_Listed records:_
━━━

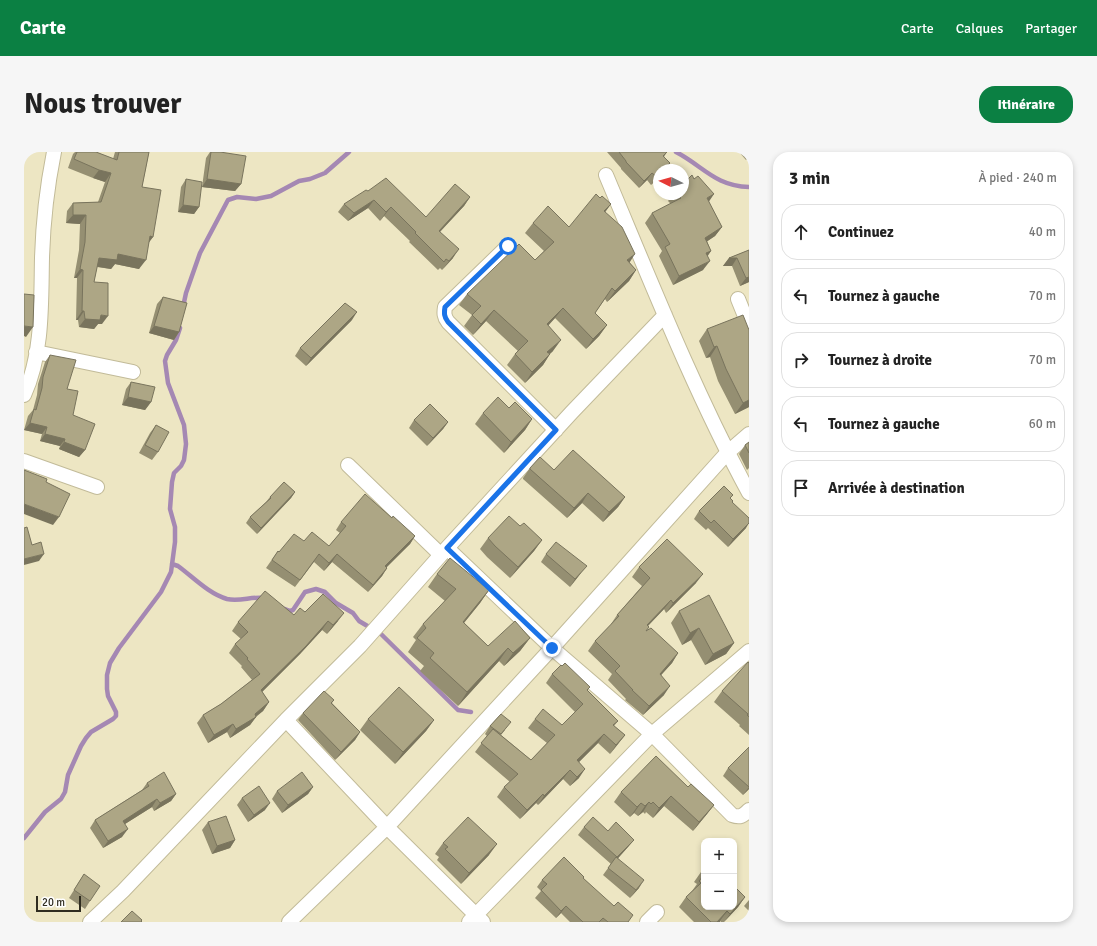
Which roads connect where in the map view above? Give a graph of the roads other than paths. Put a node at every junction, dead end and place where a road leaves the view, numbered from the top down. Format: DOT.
graph roads {
  1 [pos="54,152"];
  2 [pos="606,175"];
  3 [pos="508,246"];
  4 [pos="738,299"];
  5 [pos="665,316"];
  6 [pos="749,326"];
  7 [pos="36,352"];
  8 [pos="133,372"];
  9 [pos="26,387"];
  10 [pos="556,430"];
  11 [pos="749,434"];
  12 [pos="727,453"];
  13 [pos="24,461"];
  14 [pos="348,465"];
  15 [pos="97,487"];
  16 [pos="749,493"];
  17 [pos="444,552"];
  18 [pos="552,648"];
  19 [pos="749,651"];
  20 [pos="286,720"];
  21 [pos="652,734"];
  22 [pos="749,810"];
  23 [pos="387,827"];
  24 [pos="657,912"];
  25 [pos="476,920"];
  26 [pos="90,922"];
  27 [pos="289,922"];
  28 [pos="647,922"];
  1 -- 7 [label="street"];
  2 -- 5 [label="street"];
  3 -- 10 [label="street"];
  4 -- 6 [label="street"];
  5 -- 10 [label="street"];
  5 -- 12 [label="street"];
  7 -- 8 [label="street"];
  7 -- 9 [label="street"];
  10 -- 17 [label="street"];
  11 -- 12 [label="street"];
  12 -- 16 [label="street"];
  12 -- 18 [label="street"];
  13 -- 15 [label="street"];
  14 -- 17 [label="street"];
  17 -- 18 [label="street"];
  17 -- 20 [label="street"];
  18 -- 21 [label="street"];
  18 -- 23 [label="street"];
  19 -- 21 [label="street"];
  20 -- 23 [label="street"];
  20 -- 26 [label="street"];
  21 -- 22 [label="street"];
  21 -- 25 [label="street"];
  23 -- 25 [label="street"];
  23 -- 27 [label="street"];
  24 -- 28 [label="street"];
}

━━━

Take the listing above and retype it exactly. Its pictures are to be omitted.

_The answer:_
Which roads connect where in the map view above? Give a graph of the roads other than paths. Put a node at every junction, dead end and place where a road leaves the view, numbered from the top down. Format: DOT.
graph roads {
  1 [pos="54,152"];
  2 [pos="606,175"];
  3 [pos="508,246"];
  4 [pos="738,299"];
  5 [pos="665,316"];
  6 [pos="749,326"];
  7 [pos="36,352"];
  8 [pos="133,372"];
  9 [pos="26,387"];
  10 [pos="556,430"];
  11 [pos="749,434"];
  12 [pos="727,453"];
  13 [pos="24,461"];
  14 [pos="348,465"];
  15 [pos="97,487"];
  16 [pos="749,493"];
  17 [pos="444,552"];
  18 [pos="552,648"];
  19 [pos="749,651"];
  20 [pos="286,720"];
  21 [pos="652,734"];
  22 [pos="749,810"];
  23 [pos="387,827"];
  24 [pos="657,912"];
  25 [pos="476,920"];
  26 [pos="90,922"];
  27 [pos="289,922"];
  28 [pos="647,922"];
  1 -- 7 [label="street"];
  2 -- 5 [label="street"];
  3 -- 10 [label="street"];
  4 -- 6 [label="street"];
  5 -- 10 [label="street"];
  5 -- 12 [label="street"];
  7 -- 8 [label="street"];
  7 -- 9 [label="street"];
  10 -- 17 [label="street"];
  11 -- 12 [label="street"];
  12 -- 16 [label="street"];
  12 -- 18 [label="street"];
  13 -- 15 [label="street"];
  14 -- 17 [label="street"];
  17 -- 18 [label="street"];
  17 -- 20 [label="street"];
  18 -- 21 [label="street"];
  18 -- 23 [label="street"];
  19 -- 21 [label="street"];
  20 -- 23 [label="street"];
  20 -- 26 [label="street"];
  21 -- 22 [label="street"];
  21 -- 25 [label="street"];
  23 -- 25 [label="street"];
  23 -- 27 [label="street"];
  24 -- 28 [label="street"];
}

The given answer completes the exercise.